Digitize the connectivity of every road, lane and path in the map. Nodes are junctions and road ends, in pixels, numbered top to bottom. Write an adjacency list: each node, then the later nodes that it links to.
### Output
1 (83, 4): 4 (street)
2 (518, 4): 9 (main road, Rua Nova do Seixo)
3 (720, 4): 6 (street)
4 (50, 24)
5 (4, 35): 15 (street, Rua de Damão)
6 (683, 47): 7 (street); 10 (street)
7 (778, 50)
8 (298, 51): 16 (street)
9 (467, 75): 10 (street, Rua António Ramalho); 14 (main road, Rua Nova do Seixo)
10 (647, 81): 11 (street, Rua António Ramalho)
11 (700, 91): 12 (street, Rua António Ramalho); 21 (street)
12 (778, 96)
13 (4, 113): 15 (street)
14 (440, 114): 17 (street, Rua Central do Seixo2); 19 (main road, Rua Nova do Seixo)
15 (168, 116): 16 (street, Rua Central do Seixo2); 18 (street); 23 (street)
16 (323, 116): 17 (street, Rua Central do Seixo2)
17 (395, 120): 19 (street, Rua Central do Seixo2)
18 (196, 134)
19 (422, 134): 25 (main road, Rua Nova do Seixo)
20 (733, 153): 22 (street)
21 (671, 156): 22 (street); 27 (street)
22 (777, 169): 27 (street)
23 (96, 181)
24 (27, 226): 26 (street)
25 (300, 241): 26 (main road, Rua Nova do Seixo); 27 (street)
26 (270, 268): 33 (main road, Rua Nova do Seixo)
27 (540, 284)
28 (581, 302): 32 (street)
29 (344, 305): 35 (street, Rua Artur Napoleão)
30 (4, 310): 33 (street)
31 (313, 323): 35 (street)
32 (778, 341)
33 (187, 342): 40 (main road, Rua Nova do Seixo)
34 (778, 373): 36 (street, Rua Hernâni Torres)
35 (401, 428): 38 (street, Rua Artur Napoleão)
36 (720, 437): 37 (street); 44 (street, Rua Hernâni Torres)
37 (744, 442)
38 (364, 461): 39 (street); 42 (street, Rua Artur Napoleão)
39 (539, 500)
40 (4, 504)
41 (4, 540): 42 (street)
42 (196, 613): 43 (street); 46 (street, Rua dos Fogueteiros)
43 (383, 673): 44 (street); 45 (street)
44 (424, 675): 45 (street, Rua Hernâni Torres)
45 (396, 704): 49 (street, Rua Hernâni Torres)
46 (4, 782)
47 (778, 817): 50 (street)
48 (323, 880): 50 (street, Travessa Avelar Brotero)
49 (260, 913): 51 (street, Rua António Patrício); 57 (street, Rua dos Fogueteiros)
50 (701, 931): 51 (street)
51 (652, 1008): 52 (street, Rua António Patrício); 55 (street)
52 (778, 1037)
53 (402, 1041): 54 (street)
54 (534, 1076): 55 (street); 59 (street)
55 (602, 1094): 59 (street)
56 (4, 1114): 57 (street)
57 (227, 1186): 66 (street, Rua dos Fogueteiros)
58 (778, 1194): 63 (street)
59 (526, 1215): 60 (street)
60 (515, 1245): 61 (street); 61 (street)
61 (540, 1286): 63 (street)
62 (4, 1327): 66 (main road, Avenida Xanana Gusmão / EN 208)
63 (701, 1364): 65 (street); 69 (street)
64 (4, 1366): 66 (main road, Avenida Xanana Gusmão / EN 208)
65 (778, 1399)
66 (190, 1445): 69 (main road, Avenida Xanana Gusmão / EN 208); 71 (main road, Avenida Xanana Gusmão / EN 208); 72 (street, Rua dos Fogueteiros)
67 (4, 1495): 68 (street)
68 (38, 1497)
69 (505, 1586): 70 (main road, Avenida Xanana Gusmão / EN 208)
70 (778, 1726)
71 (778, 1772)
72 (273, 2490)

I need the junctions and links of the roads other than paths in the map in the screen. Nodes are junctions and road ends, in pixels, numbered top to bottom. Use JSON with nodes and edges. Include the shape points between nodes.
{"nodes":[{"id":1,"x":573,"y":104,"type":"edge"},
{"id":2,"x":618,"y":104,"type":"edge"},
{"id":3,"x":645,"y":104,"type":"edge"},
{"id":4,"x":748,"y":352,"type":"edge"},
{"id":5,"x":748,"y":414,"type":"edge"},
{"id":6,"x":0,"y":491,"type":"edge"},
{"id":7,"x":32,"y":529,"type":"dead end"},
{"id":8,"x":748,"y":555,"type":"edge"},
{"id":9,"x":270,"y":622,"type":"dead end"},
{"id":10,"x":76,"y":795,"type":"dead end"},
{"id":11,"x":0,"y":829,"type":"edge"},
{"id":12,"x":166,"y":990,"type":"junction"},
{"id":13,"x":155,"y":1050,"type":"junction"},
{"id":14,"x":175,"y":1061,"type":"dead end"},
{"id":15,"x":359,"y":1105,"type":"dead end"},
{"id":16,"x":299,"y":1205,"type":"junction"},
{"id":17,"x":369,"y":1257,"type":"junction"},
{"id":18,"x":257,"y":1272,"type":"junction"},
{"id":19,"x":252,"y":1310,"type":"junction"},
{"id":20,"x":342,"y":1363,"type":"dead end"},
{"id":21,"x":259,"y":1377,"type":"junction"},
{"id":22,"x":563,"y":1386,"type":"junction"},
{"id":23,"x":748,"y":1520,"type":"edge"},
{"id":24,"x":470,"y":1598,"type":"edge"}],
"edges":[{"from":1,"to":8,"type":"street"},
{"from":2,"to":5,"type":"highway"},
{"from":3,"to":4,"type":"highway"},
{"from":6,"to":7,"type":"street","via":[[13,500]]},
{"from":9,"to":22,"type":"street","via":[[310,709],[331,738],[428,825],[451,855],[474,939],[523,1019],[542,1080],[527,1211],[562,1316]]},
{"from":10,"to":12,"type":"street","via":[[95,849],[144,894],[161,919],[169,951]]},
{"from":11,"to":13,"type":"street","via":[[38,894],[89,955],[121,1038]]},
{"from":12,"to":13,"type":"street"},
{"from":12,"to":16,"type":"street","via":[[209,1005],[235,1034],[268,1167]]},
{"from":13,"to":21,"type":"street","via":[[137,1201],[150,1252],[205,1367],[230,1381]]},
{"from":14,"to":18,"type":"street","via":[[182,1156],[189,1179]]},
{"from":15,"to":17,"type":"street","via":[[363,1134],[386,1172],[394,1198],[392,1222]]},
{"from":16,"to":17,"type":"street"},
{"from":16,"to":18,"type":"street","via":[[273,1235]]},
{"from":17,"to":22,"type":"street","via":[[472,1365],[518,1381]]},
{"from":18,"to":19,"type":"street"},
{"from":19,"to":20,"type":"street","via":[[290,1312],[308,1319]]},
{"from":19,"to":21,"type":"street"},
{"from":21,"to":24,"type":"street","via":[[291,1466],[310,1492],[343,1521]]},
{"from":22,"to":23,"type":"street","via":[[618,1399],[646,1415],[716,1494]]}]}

* * *

- WHAT THIS TASK INVOLVES:
Type out all of the records again, exactly.

- FINISHED TASK:
Digitize the connectivity of every road, lane and path in the map. Nodes are junctions and road ends, in pixels, numbered top to bottom. Write an adjacency list: each node, then the later nodes that it links to.
### Output
1 (83, 4): 4 (street)
2 (518, 4): 9 (main road, Rua Nova do Seixo)
3 (720, 4): 6 (street)
4 (50, 24)
5 (4, 35): 15 (street, Rua de Damão)
6 (683, 47): 7 (street); 10 (street)
7 (778, 50)
8 (298, 51): 16 (street)
9 (467, 75): 10 (street, Rua António Ramalho); 14 (main road, Rua Nova do Seixo)
10 (647, 81): 11 (street, Rua António Ramalho)
11 (700, 91): 12 (street, Rua António Ramalho); 21 (street)
12 (778, 96)
13 (4, 113): 15 (street)
14 (440, 114): 17 (street, Rua Central do Seixo2); 19 (main road, Rua Nova do Seixo)
15 (168, 116): 16 (street, Rua Central do Seixo2); 18 (street); 23 (street)
16 (323, 116): 17 (street, Rua Central do Seixo2)
17 (395, 120): 19 (street, Rua Central do Seixo2)
18 (196, 134)
19 (422, 134): 25 (main road, Rua Nova do Seixo)
20 (733, 153): 22 (street)
21 (671, 156): 22 (street); 27 (street)
22 (777, 169): 27 (street)
23 (96, 181)
24 (27, 226): 26 (street)
25 (300, 241): 26 (main road, Rua Nova do Seixo); 27 (street)
26 (270, 268): 33 (main road, Rua Nova do Seixo)
27 (540, 284)
28 (581, 302): 32 (street)
29 (344, 305): 35 (street, Rua Artur Napoleão)
30 (4, 310): 33 (street)
31 (313, 323): 35 (street)
32 (778, 341)
33 (187, 342): 40 (main road, Rua Nova do Seixo)
34 (778, 373): 36 (street, Rua Hernâni Torres)
35 (401, 428): 38 (street, Rua Artur Napoleão)
36 (720, 437): 37 (street); 44 (street, Rua Hernâni Torres)
37 (744, 442)
38 (364, 461): 39 (street); 42 (street, Rua Artur Napoleão)
39 (539, 500)
40 (4, 504)
41 (4, 540): 42 (street)
42 (196, 613): 43 (street); 46 (street, Rua dos Fogueteiros)
43 (383, 673): 44 (street); 45 (street)
44 (424, 675): 45 (street, Rua Hernâni Torres)
45 (396, 704): 49 (street, Rua Hernâni Torres)
46 (4, 782)
47 (778, 817): 50 (street)
48 (323, 880): 50 (street, Travessa Avelar Brotero)
49 (260, 913): 51 (street, Rua António Patrício); 57 (street, Rua dos Fogueteiros)
50 (701, 931): 51 (street)
51 (652, 1008): 52 (street, Rua António Patrício); 55 (street)
52 (778, 1037)
53 (402, 1041): 54 (street)
54 (534, 1076): 55 (street); 59 (street)
55 (602, 1094): 59 (street)
56 (4, 1114): 57 (street)
57 (227, 1186): 66 (street, Rua dos Fogueteiros)
58 (778, 1194): 63 (street)
59 (526, 1215): 60 (street)
60 (515, 1245): 61 (street); 61 (street)
61 (540, 1286): 63 (street)
62 (4, 1327): 66 (main road, Avenida Xanana Gusmão / EN 208)
63 (701, 1364): 65 (street); 69 (street)
64 (4, 1366): 66 (main road, Avenida Xanana Gusmão / EN 208)
65 (778, 1399)
66 (190, 1445): 69 (main road, Avenida Xanana Gusmão / EN 208); 71 (main road, Avenida Xanana Gusmão / EN 208); 72 (street, Rua dos Fogueteiros)
67 (4, 1495): 68 (street)
68 (38, 1497)
69 (505, 1586): 70 (main road, Avenida Xanana Gusmão / EN 208)
70 (778, 1726)
71 (778, 1772)
72 (273, 2490)

I need the junctions and links of the roads other than paths in the map in the screen. Nodes are junctions and road ends, in pixels, numbered top to bottom. Use JSON with nodes and edges. Include the shape points between nodes.
{"nodes":[{"id":1,"x":573,"y":104,"type":"edge"},
{"id":2,"x":618,"y":104,"type":"edge"},
{"id":3,"x":645,"y":104,"type":"edge"},
{"id":4,"x":748,"y":352,"type":"edge"},
{"id":5,"x":748,"y":414,"type":"edge"},
{"id":6,"x":0,"y":491,"type":"edge"},
{"id":7,"x":32,"y":529,"type":"dead end"},
{"id":8,"x":748,"y":555,"type":"edge"},
{"id":9,"x":270,"y":622,"type":"dead end"},
{"id":10,"x":76,"y":795,"type":"dead end"},
{"id":11,"x":0,"y":829,"type":"edge"},
{"id":12,"x":166,"y":990,"type":"junction"},
{"id":13,"x":155,"y":1050,"type":"junction"},
{"id":14,"x":175,"y":1061,"type":"dead end"},
{"id":15,"x":359,"y":1105,"type":"dead end"},
{"id":16,"x":299,"y":1205,"type":"junction"},
{"id":17,"x":369,"y":1257,"type":"junction"},
{"id":18,"x":257,"y":1272,"type":"junction"},
{"id":19,"x":252,"y":1310,"type":"junction"},
{"id":20,"x":342,"y":1363,"type":"dead end"},
{"id":21,"x":259,"y":1377,"type":"junction"},
{"id":22,"x":563,"y":1386,"type":"junction"},
{"id":23,"x":748,"y":1520,"type":"edge"},
{"id":24,"x":470,"y":1598,"type":"edge"}],
"edges":[{"from":1,"to":8,"type":"street"},
{"from":2,"to":5,"type":"highway"},
{"from":3,"to":4,"type":"highway"},
{"from":6,"to":7,"type":"street","via":[[13,500]]},
{"from":9,"to":22,"type":"street","via":[[310,709],[331,738],[428,825],[451,855],[474,939],[523,1019],[542,1080],[527,1211],[562,1316]]},
{"from":10,"to":12,"type":"street","via":[[95,849],[144,894],[161,919],[169,951]]},
{"from":11,"to":13,"type":"street","via":[[38,894],[89,955],[121,1038]]},
{"from":12,"to":13,"type":"street"},
{"from":12,"to":16,"type":"street","via":[[209,1005],[235,1034],[268,1167]]},
{"from":13,"to":21,"type":"street","via":[[137,1201],[150,1252],[205,1367],[230,1381]]},
{"from":14,"to":18,"type":"street","via":[[182,1156],[189,1179]]},
{"from":15,"to":17,"type":"street","via":[[363,1134],[386,1172],[394,1198],[392,1222]]},
{"from":16,"to":17,"type":"street"},
{"from":16,"to":18,"type":"street","via":[[273,1235]]},
{"from":17,"to":22,"type":"street","via":[[472,1365],[518,1381]]},
{"from":18,"to":19,"type":"street"},
{"from":19,"to":20,"type":"street","via":[[290,1312],[308,1319]]},
{"from":19,"to":21,"type":"street"},
{"from":21,"to":24,"type":"street","via":[[291,1466],[310,1492],[343,1521]]},
{"from":22,"to":23,"type":"street","via":[[618,1399],[646,1415],[716,1494]]}]}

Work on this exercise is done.